WHAT YOU NEED TO DO -
Scan the entries below for "West" and copy each line that holds it.

(INFORMATION SUPPLIED begins)

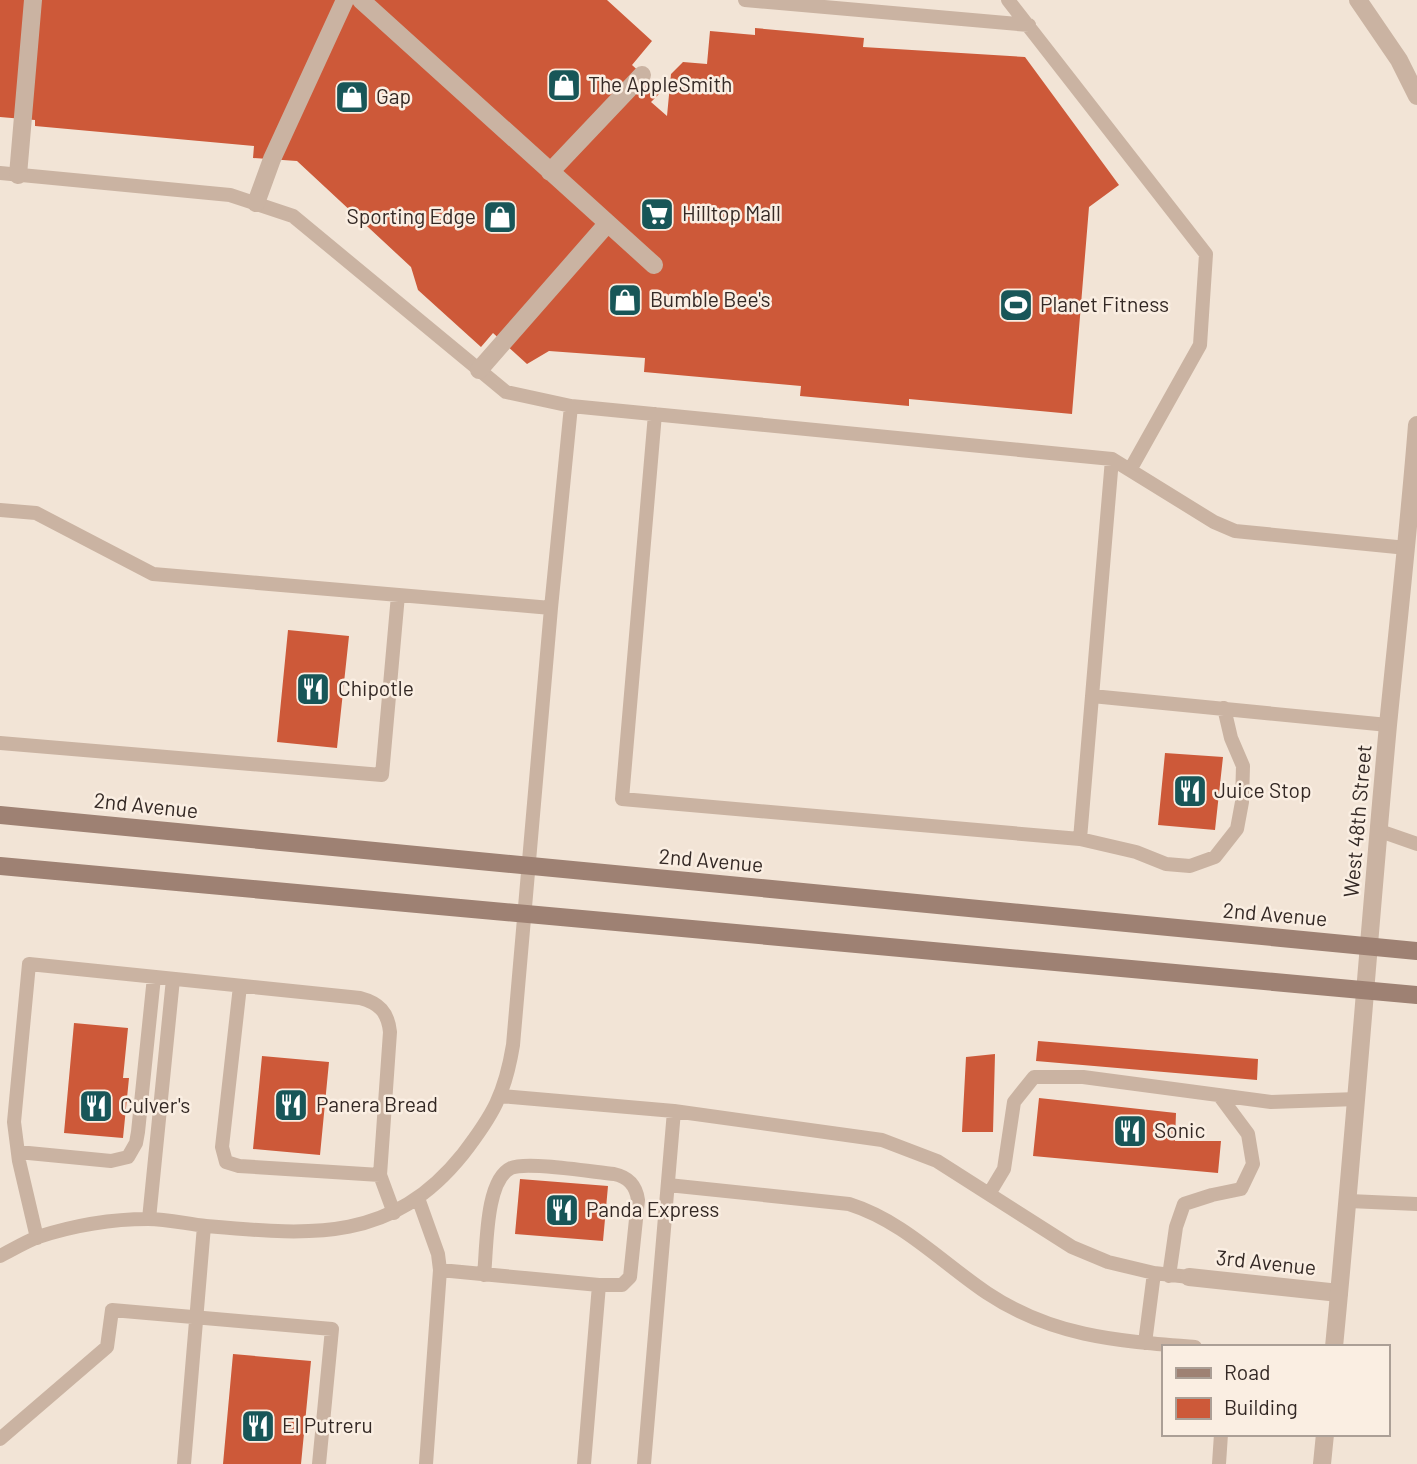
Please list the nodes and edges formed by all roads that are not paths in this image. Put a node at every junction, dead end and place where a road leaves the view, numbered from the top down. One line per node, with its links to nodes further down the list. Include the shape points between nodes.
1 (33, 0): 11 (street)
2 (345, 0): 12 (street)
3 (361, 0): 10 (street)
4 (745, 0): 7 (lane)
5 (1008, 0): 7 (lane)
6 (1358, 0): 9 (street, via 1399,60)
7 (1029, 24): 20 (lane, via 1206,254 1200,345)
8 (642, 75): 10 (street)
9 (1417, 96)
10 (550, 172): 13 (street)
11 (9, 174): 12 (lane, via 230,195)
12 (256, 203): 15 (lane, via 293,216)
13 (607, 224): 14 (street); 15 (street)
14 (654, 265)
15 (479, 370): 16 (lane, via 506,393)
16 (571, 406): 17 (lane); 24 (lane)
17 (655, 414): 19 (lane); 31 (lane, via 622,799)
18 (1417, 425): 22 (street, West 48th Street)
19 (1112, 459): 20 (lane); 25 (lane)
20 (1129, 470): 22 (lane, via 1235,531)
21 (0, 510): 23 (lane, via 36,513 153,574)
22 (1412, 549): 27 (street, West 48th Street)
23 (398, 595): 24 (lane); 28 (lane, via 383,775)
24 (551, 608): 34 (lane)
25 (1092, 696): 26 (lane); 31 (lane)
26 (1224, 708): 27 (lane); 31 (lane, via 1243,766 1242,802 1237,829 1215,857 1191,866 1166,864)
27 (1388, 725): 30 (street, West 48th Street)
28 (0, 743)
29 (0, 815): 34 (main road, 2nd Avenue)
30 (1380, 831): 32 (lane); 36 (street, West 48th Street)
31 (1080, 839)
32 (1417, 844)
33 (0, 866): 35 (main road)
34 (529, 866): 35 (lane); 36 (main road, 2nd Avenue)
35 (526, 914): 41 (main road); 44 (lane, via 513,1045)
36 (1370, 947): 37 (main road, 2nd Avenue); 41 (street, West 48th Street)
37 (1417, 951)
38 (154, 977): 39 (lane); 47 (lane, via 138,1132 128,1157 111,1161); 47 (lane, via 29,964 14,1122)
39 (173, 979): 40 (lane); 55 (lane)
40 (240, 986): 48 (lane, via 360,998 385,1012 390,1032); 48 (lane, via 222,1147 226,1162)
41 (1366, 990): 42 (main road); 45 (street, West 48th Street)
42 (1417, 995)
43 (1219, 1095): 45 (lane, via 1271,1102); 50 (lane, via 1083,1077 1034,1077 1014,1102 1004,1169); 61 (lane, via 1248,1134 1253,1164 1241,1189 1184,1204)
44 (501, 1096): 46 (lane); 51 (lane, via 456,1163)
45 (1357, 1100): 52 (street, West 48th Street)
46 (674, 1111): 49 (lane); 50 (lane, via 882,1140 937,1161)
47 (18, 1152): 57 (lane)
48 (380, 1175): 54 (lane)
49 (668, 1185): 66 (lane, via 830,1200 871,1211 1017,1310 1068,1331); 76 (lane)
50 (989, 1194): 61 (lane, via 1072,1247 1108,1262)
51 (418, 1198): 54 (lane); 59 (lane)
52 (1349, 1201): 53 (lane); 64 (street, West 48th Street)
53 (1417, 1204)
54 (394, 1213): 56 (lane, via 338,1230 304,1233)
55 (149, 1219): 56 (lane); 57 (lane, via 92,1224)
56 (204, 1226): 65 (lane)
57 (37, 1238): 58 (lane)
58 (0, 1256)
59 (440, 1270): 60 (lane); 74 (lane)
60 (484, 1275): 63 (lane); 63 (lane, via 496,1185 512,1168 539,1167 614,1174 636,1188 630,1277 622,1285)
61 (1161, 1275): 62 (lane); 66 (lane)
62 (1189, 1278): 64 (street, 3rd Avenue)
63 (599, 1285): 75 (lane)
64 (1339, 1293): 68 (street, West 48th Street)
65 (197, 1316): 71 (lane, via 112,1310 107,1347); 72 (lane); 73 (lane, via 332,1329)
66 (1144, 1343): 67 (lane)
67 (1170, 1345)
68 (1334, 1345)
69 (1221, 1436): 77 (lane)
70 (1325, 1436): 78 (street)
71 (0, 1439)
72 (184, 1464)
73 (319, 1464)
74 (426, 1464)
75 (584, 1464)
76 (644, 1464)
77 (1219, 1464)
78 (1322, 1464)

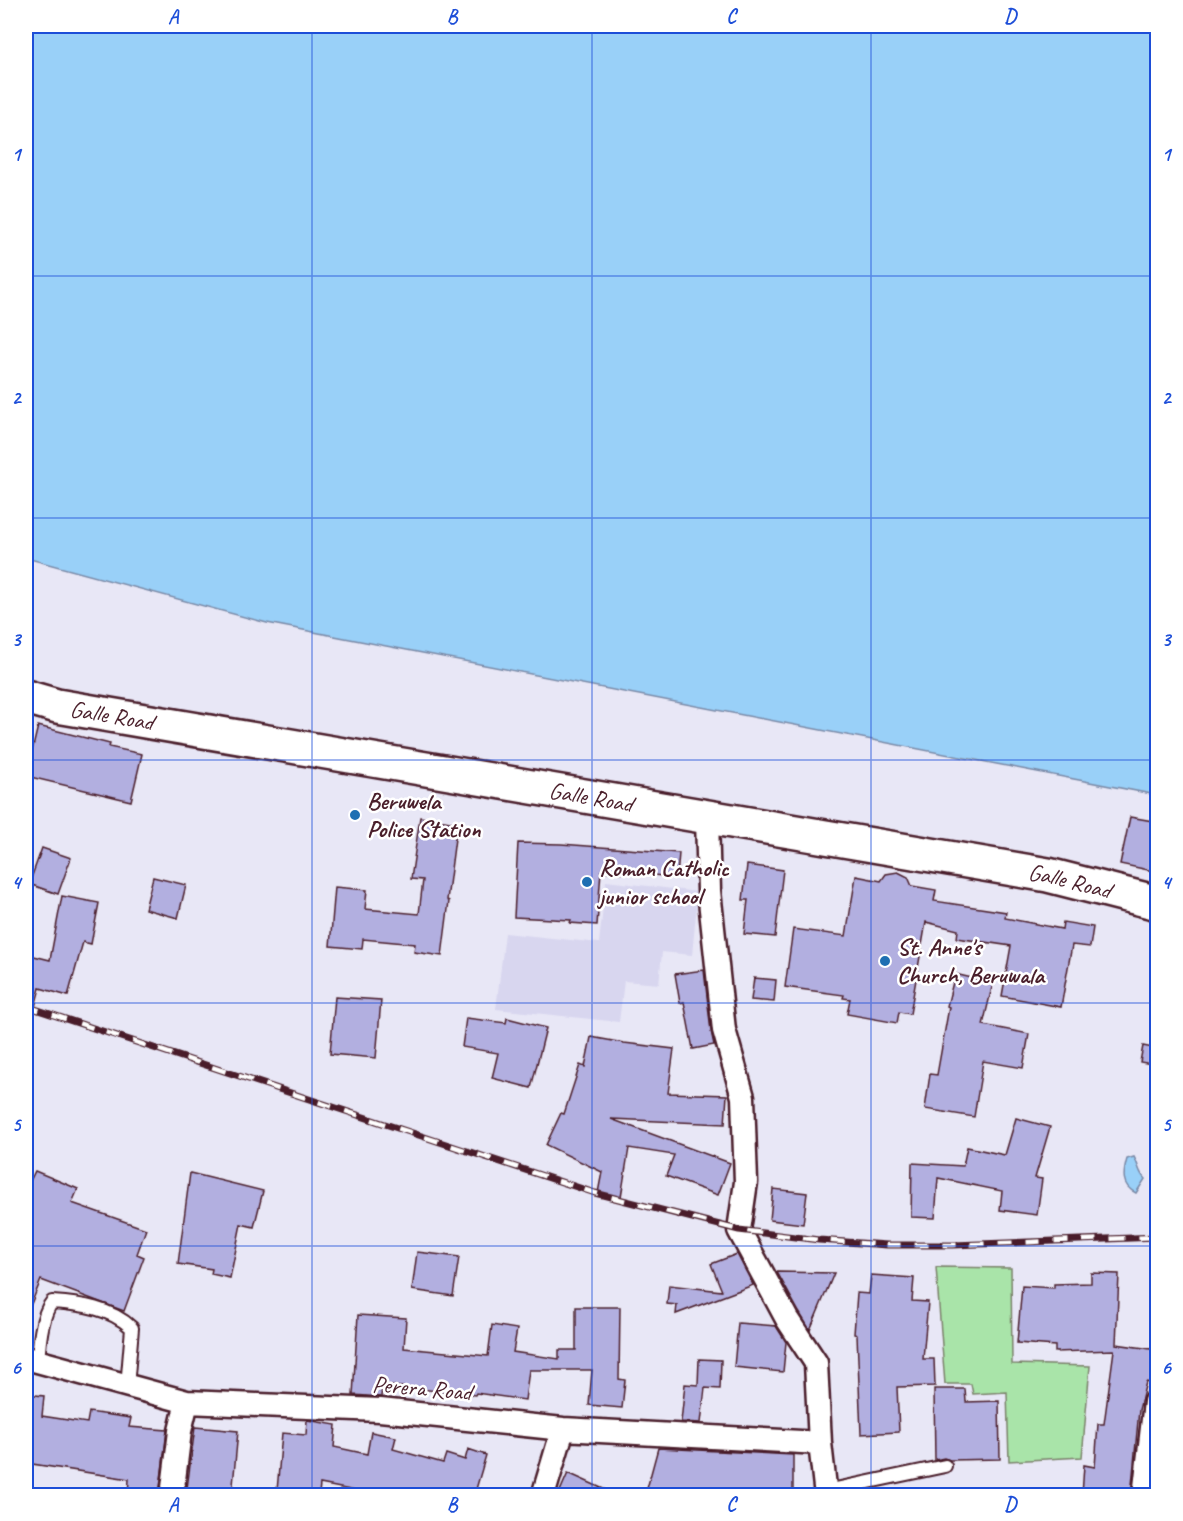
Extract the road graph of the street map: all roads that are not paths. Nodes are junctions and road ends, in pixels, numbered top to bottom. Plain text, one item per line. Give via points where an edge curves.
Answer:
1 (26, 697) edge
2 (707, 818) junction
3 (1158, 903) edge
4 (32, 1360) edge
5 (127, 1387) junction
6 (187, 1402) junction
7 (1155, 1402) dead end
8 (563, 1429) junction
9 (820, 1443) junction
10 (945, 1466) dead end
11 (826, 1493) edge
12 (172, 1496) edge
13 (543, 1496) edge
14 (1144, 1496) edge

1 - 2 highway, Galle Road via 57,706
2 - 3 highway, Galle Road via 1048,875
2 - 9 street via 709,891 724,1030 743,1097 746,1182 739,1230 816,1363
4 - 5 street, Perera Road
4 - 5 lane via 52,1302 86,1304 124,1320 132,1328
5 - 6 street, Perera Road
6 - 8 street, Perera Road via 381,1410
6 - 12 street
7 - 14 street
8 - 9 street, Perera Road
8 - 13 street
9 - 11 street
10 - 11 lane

(INFORMATION SUPPLIED ends)

ANSWER TO THIS PROBLEM -
18 (1417, 425): 22 (street, West 48th Street)
22 (1412, 549): 27 (street, West 48th Street)
27 (1388, 725): 30 (street, West 48th Street)
30 (1380, 831): 32 (lane); 36 (street, West 48th Street)
36 (1370, 947): 37 (main road, 2nd Avenue); 41 (street, West 48th Street)
41 (1366, 990): 42 (main road); 45 (street, West 48th Street)
45 (1357, 1100): 52 (street, West 48th Street)
52 (1349, 1201): 53 (lane); 64 (street, West 48th Street)
64 (1339, 1293): 68 (street, West 48th Street)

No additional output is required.